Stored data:

______

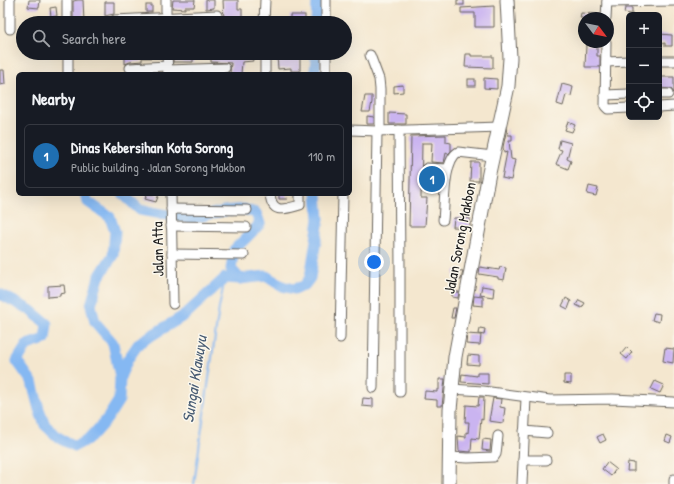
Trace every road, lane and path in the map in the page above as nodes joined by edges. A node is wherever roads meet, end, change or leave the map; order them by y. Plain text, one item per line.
1 (10, 0) edge
2 (67, 0) edge
3 (166, 0) edge
4 (265, 0) edge
5 (326, 0) edge
6 (507, 0) edge
7 (607, 1) edge
8 (674, 1) edge
9 (606, 12) edge
10 (217, 15) dead end
11 (67, 16) edge
12 (166, 16) edge
13 (207, 16) edge
14 (264, 16) edge
15 (326, 16) edge
16 (10, 29) dead end
17 (606, 48) edge
18 (370, 55) dead end
19 (68, 60) edge
20 (167, 60) edge
21 (265, 60) edge
22 (326, 60) edge
23 (626, 61) edge
24 (662, 61) edge
25 (674, 61) edge
26 (606, 62) junction
27 (130, 68) dead end
28 (225, 68) dead end
29 (168, 70) edge
30 (68, 72) edge
31 (265, 72) edge
32 (326, 72) edge
33 (626, 94) edge
34 (605, 95) junction
35 (674, 106) edge
36 (662, 107) edge
37 (626, 108) edge
38 (500, 127) junction
39 (352, 130) edge
40 (399, 130) junction
41 (378, 131) junction
42 (493, 156) junction
43 (427, 168) dead end
44 (448, 169) junction
45 (170, 196) edge
46 (270, 196) edge
47 (300, 196) edge
48 (343, 196) edge
49 (171, 209) junction
50 (247, 210) dead end
51 (444, 220) dead end
52 (171, 226) junction
53 (246, 227) dead end
54 (172, 254) junction
55 (244, 255) dead end
56 (173, 304) dead end
57 (340, 338) dead end
58 (373, 388) dead end
59 (451, 389) junction
60 (400, 392) dead end
61 (526, 398) junction
62 (674, 402) edge
63 (524, 431) junction
64 (547, 432) dead end
65 (498, 436) dead end
66 (449, 457) junction
67 (523, 460) junction
68 (546, 460) dead end
69 (674, 479) edge
70 (449, 484) edge
71 (522, 484) edge
72 (674, 484) edge

1 - 16 street
2 - 11 street
3 - 12 street
4 - 14 street
5 - 15 street
6 - 38 highway, Jalan Sorong Makbon
7 - 8 street
7 - 9 street
10 - 13 street
17 - 26 street
18 - 41 street
19 - 30 street
20 - 29 street
21 - 31 street
22 - 32 street
23 - 26 street
24 - 25 street
26 - 34 street
27 - 29 street
28 - 29 street
33 - 34 street
34 - 37 street
35 - 36 street
38 - 40 street
38 - 42 highway, Jalan Sorong Makbon
39 - 41 street
40 - 41 street
40 - 60 street
41 - 58 street
42 - 44 street
42 - 59 highway, Jalan Sorong Makbon
43 - 44 street
44 - 51 street
45 - 49 street, Jalan Atta
46 - 47 street
48 - 57 street
49 - 50 street
49 - 52 street, Jalan Atta
52 - 53 street
52 - 54 street, Jalan Atta
54 - 55 street
54 - 56 street, Jalan Atta
59 - 61 street
59 - 66 highway, Jalan Sorong Makbon
61 - 62 street
61 - 63 street
63 - 64 street
63 - 67 street
65 - 66 street
66 - 70 highway, Jalan Sorong Makbon
67 - 68 street
67 - 71 street
69 - 72 street

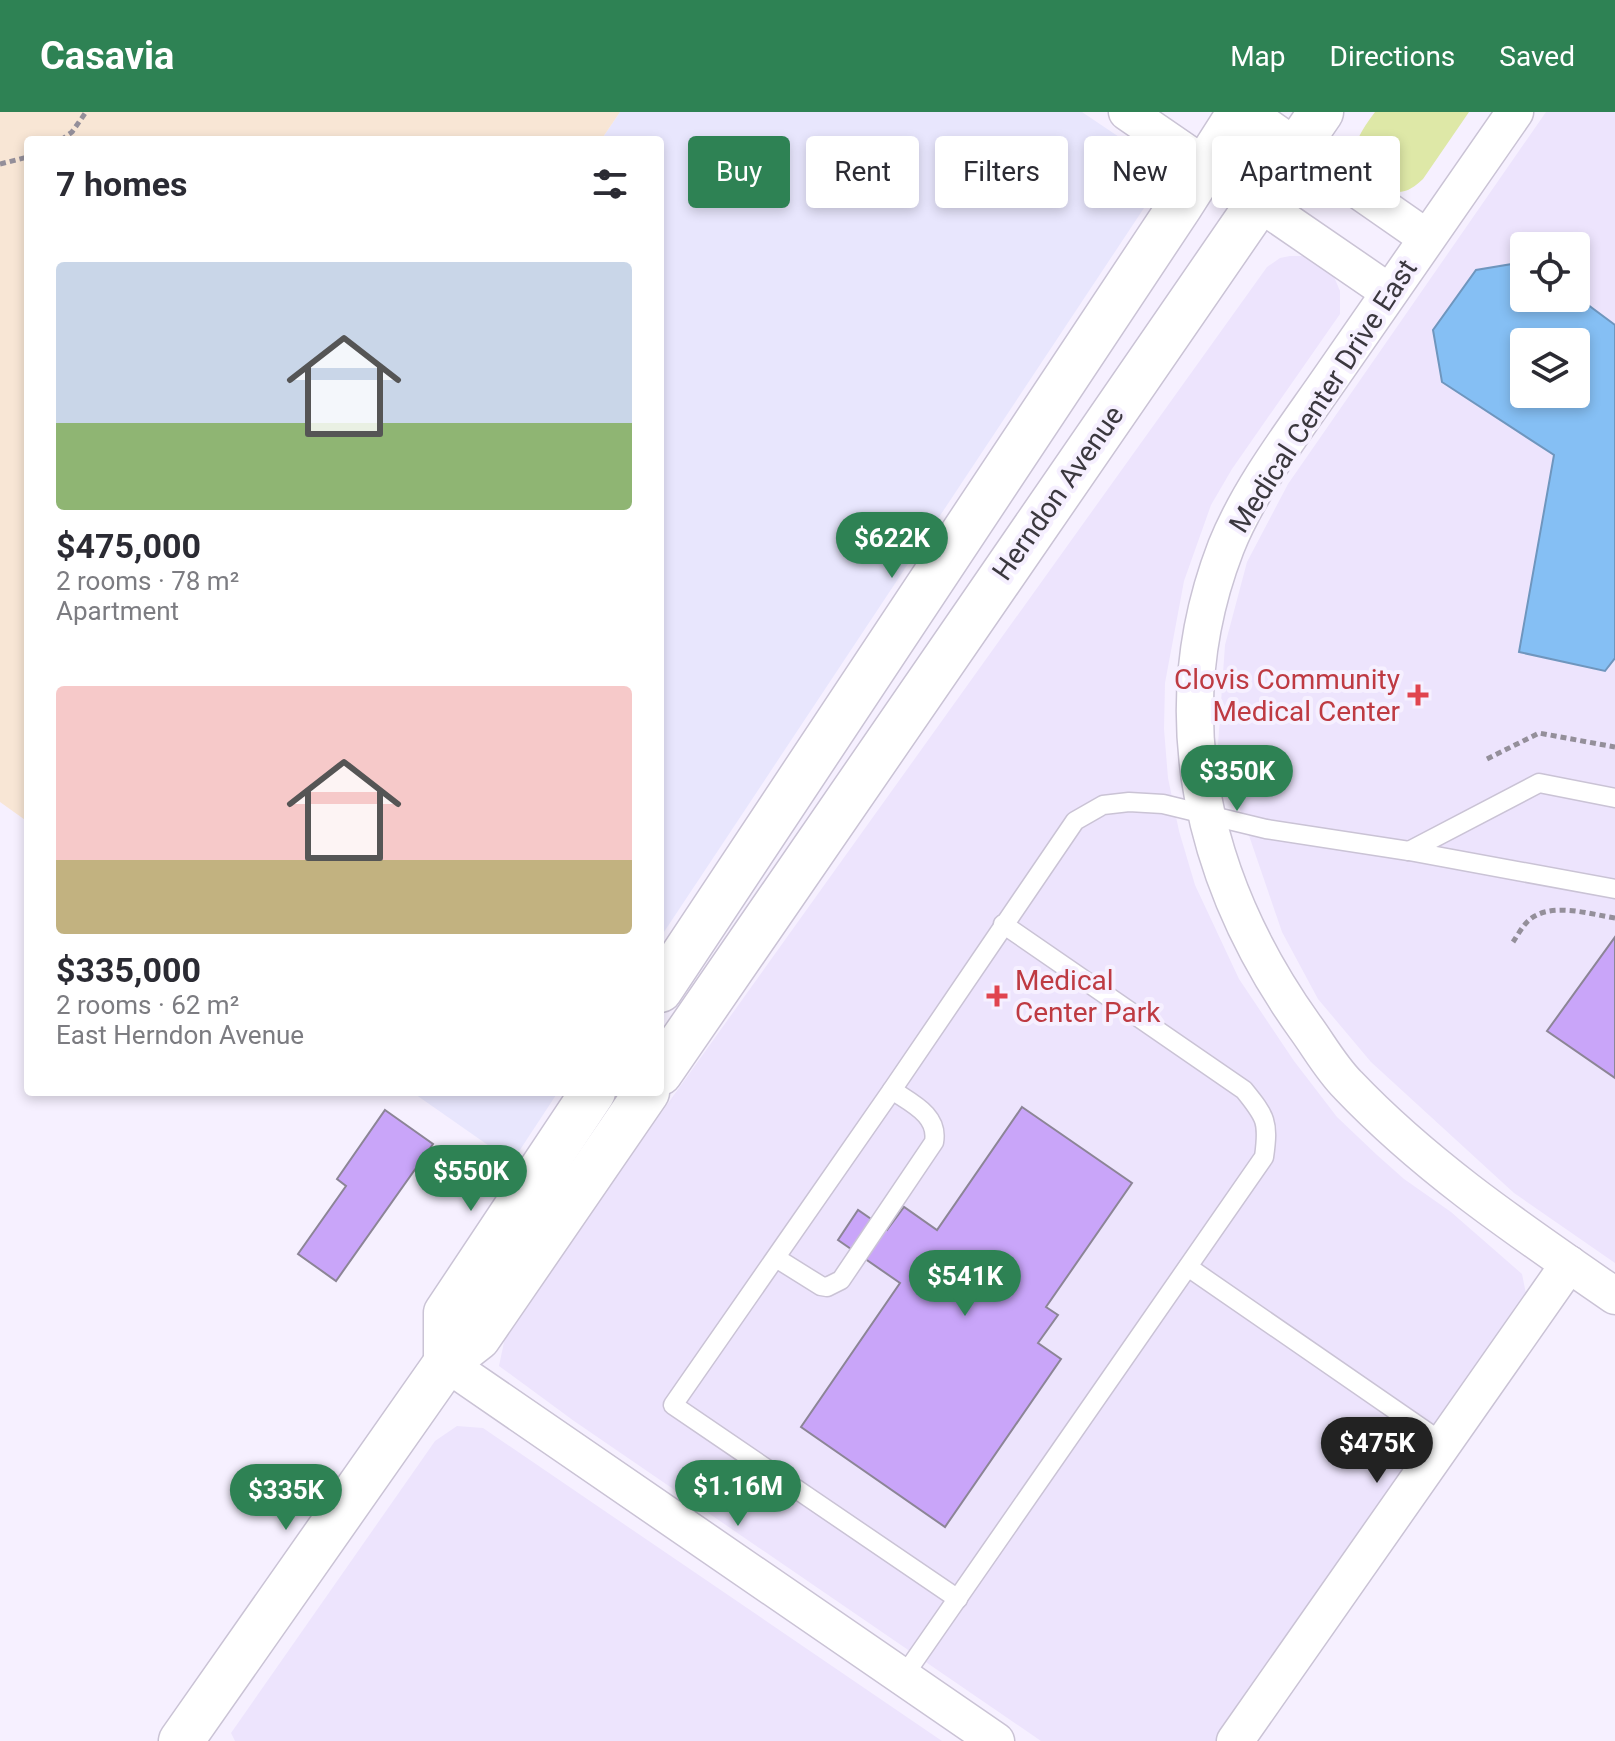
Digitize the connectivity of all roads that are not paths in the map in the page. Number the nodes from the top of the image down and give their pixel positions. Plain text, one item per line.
1 (1127, 112) edge
2 (1240, 112) edge
3 (1246, 112) edge
4 (1321, 112) edge
5 (1515, 112) edge
6 (1280, 136) edge
7 (1304, 136) edge
8 (1206, 165) junction
9 (1212, 169) edge
10 (1255, 208) edge
11 (1268, 208) edge
12 (1384, 208) edge
13 (1427, 238) junction
14 (1389, 292) junction
15 (1615, 798) edge
16 (1206, 813) junction
17 (1409, 851) junction
18 (1615, 889) edge
19 (1003, 924) junction
20 (664, 984) edge
21 (664, 1067) edge
22 (892, 1090) junction
23 (590, 1096) edge
24 (644, 1096) edge
25 (776, 1258) junction
26 (1569, 1264) junction
27 (1188, 1267) junction
28 (1615, 1296) edge
29 (446, 1363) junction
30 (1443, 1443) junction
31 (958, 1599) junction
32 (903, 1677) junction
33 (181, 1741) edge
34 (996, 1741) edge
35 (1235, 1741) edge

1 - 8 street
2 - 8 main road, Herndon Avenue
3 - 6 street
4 - 7 main road, Herndon Avenue
5 - 13 street, Medical Center Drive East
8 - 9 street
8 - 20 main road, Herndon Avenue
10 - 21 main road, Herndon Avenue
11 - 14 street
12 - 13 street
13 - 14 street, Medical Center Drive East
14 - 16 street, Medical Center Drive East
15 - 17 lane
16 - 17 lane
16 - 19 lane
16 - 26 street, Medical Center Drive East
17 - 18 lane
19 - 22 lane
19 - 27 lane
22 - 25 lane
22 - 25 lane
23 - 29 main road
24 - 29 main road
25 - 31 lane
26 - 28 street, Medical Center Drive East
26 - 30 street
27 - 30 lane
27 - 31 lane
29 - 32 street
29 - 33 main road
30 - 35 street
31 - 32 lane
32 - 34 street

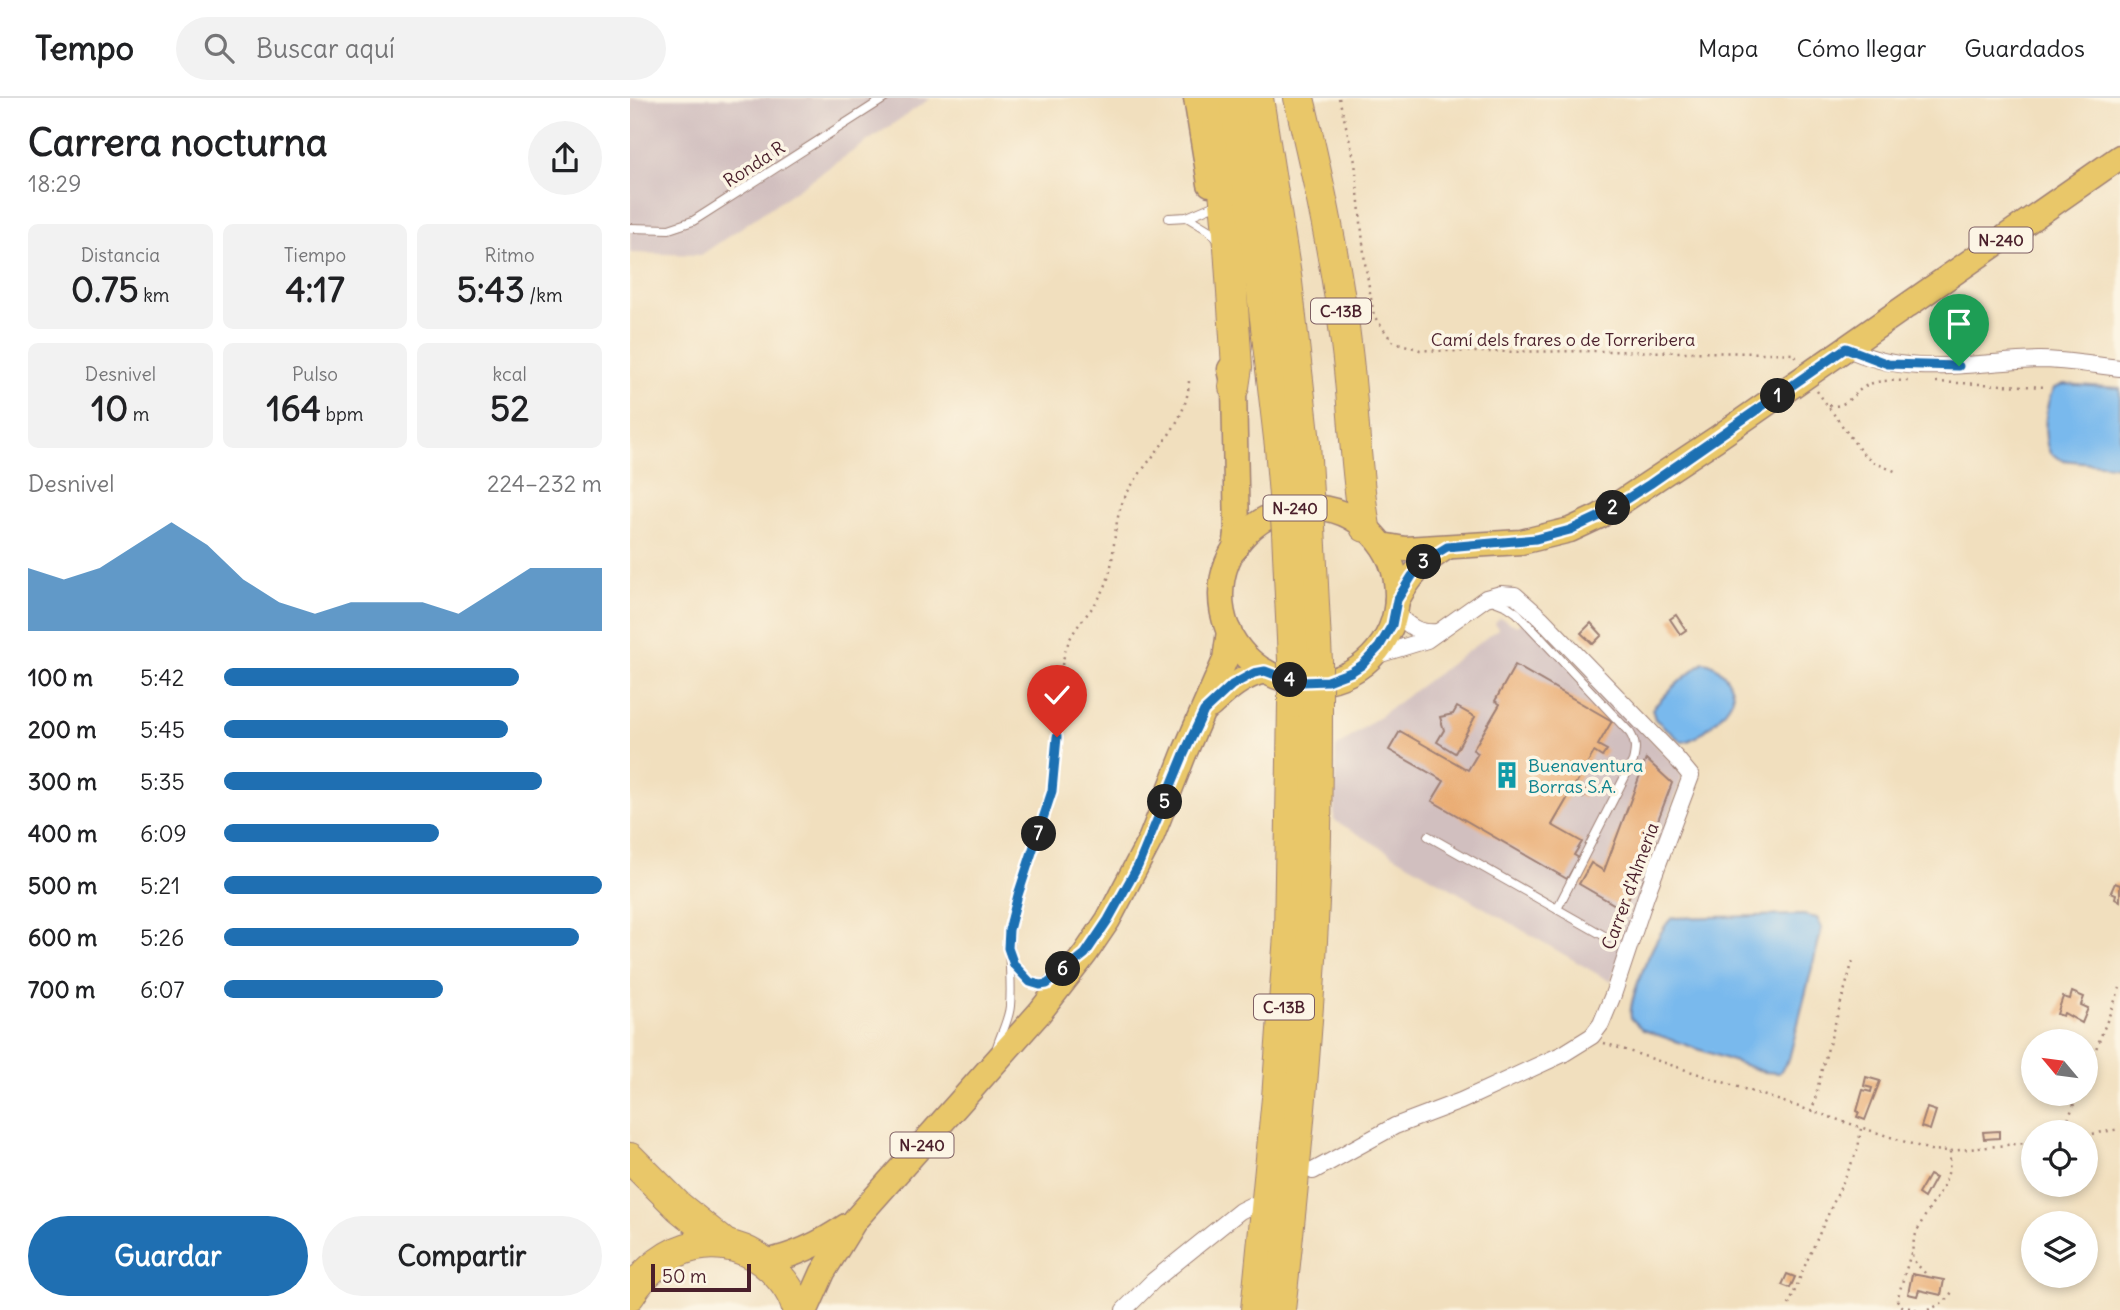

______

• **The task**: Retype the records verbatim, excluding each image they hold.

• **Reply to the task**:
Trace every road, lane and path in the map in the page above as nodes joined by edges. A node is wherever roads meet, end, change or leave the map; order them by y. Plain text, one item per line.
1 (10, 0) edge
2 (67, 0) edge
3 (166, 0) edge
4 (265, 0) edge
5 (326, 0) edge
6 (507, 0) edge
7 (607, 1) edge
8 (674, 1) edge
9 (606, 12) edge
10 (217, 15) dead end
11 (67, 16) edge
12 (166, 16) edge
13 (207, 16) edge
14 (264, 16) edge
15 (326, 16) edge
16 (10, 29) dead end
17 (606, 48) edge
18 (370, 55) dead end
19 (68, 60) edge
20 (167, 60) edge
21 (265, 60) edge
22 (326, 60) edge
23 (626, 61) edge
24 (662, 61) edge
25 (674, 61) edge
26 (606, 62) junction
27 (130, 68) dead end
28 (225, 68) dead end
29 (168, 70) edge
30 (68, 72) edge
31 (265, 72) edge
32 (326, 72) edge
33 (626, 94) edge
34 (605, 95) junction
35 (674, 106) edge
36 (662, 107) edge
37 (626, 108) edge
38 (500, 127) junction
39 (352, 130) edge
40 (399, 130) junction
41 (378, 131) junction
42 (493, 156) junction
43 (427, 168) dead end
44 (448, 169) junction
45 (170, 196) edge
46 (270, 196) edge
47 (300, 196) edge
48 (343, 196) edge
49 (171, 209) junction
50 (247, 210) dead end
51 (444, 220) dead end
52 (171, 226) junction
53 (246, 227) dead end
54 (172, 254) junction
55 (244, 255) dead end
56 (173, 304) dead end
57 (340, 338) dead end
58 (373, 388) dead end
59 (451, 389) junction
60 (400, 392) dead end
61 (526, 398) junction
62 (674, 402) edge
63 (524, 431) junction
64 (547, 432) dead end
65 (498, 436) dead end
66 (449, 457) junction
67 (523, 460) junction
68 (546, 460) dead end
69 (674, 479) edge
70 (449, 484) edge
71 (522, 484) edge
72 (674, 484) edge

1 - 16 street
2 - 11 street
3 - 12 street
4 - 14 street
5 - 15 street
6 - 38 highway, Jalan Sorong Makbon
7 - 8 street
7 - 9 street
10 - 13 street
17 - 26 street
18 - 41 street
19 - 30 street
20 - 29 street
21 - 31 street
22 - 32 street
23 - 26 street
24 - 25 street
26 - 34 street
27 - 29 street
28 - 29 street
33 - 34 street
34 - 37 street
35 - 36 street
38 - 40 street
38 - 42 highway, Jalan Sorong Makbon
39 - 41 street
40 - 41 street
40 - 60 street
41 - 58 street
42 - 44 street
42 - 59 highway, Jalan Sorong Makbon
43 - 44 street
44 - 51 street
45 - 49 street, Jalan Atta
46 - 47 street
48 - 57 street
49 - 50 street
49 - 52 street, Jalan Atta
52 - 53 street
52 - 54 street, Jalan Atta
54 - 55 street
54 - 56 street, Jalan Atta
59 - 61 street
59 - 66 highway, Jalan Sorong Makbon
61 - 62 street
61 - 63 street
63 - 64 street
63 - 67 street
65 - 66 street
66 - 70 highway, Jalan Sorong Makbon
67 - 68 street
67 - 71 street
69 - 72 street

Digitize the connectivity of all roads that are not paths in the map in the page. Number the nodes from the top of the image down and give their pixel positions. Plain text, one item per line.
1 (1127, 112) edge
2 (1240, 112) edge
3 (1246, 112) edge
4 (1321, 112) edge
5 (1515, 112) edge
6 (1280, 136) edge
7 (1304, 136) edge
8 (1206, 165) junction
9 (1212, 169) edge
10 (1255, 208) edge
11 (1268, 208) edge
12 (1384, 208) edge
13 (1427, 238) junction
14 (1389, 292) junction
15 (1615, 798) edge
16 (1206, 813) junction
17 (1409, 851) junction
18 (1615, 889) edge
19 (1003, 924) junction
20 (664, 984) edge
21 (664, 1067) edge
22 (892, 1090) junction
23 (590, 1096) edge
24 (644, 1096) edge
25 (776, 1258) junction
26 (1569, 1264) junction
27 (1188, 1267) junction
28 (1615, 1296) edge
29 (446, 1363) junction
30 (1443, 1443) junction
31 (958, 1599) junction
32 (903, 1677) junction
33 (181, 1741) edge
34 (996, 1741) edge
35 (1235, 1741) edge

1 - 8 street
2 - 8 main road, Herndon Avenue
3 - 6 street
4 - 7 main road, Herndon Avenue
5 - 13 street, Medical Center Drive East
8 - 9 street
8 - 20 main road, Herndon Avenue
10 - 21 main road, Herndon Avenue
11 - 14 street
12 - 13 street
13 - 14 street, Medical Center Drive East
14 - 16 street, Medical Center Drive East
15 - 17 lane
16 - 17 lane
16 - 19 lane
16 - 26 street, Medical Center Drive East
17 - 18 lane
19 - 22 lane
19 - 27 lane
22 - 25 lane
22 - 25 lane
23 - 29 main road
24 - 29 main road
25 - 31 lane
26 - 28 street, Medical Center Drive East
26 - 30 street
27 - 30 lane
27 - 31 lane
29 - 32 street
29 - 33 main road
30 - 35 street
31 - 32 lane
32 - 34 street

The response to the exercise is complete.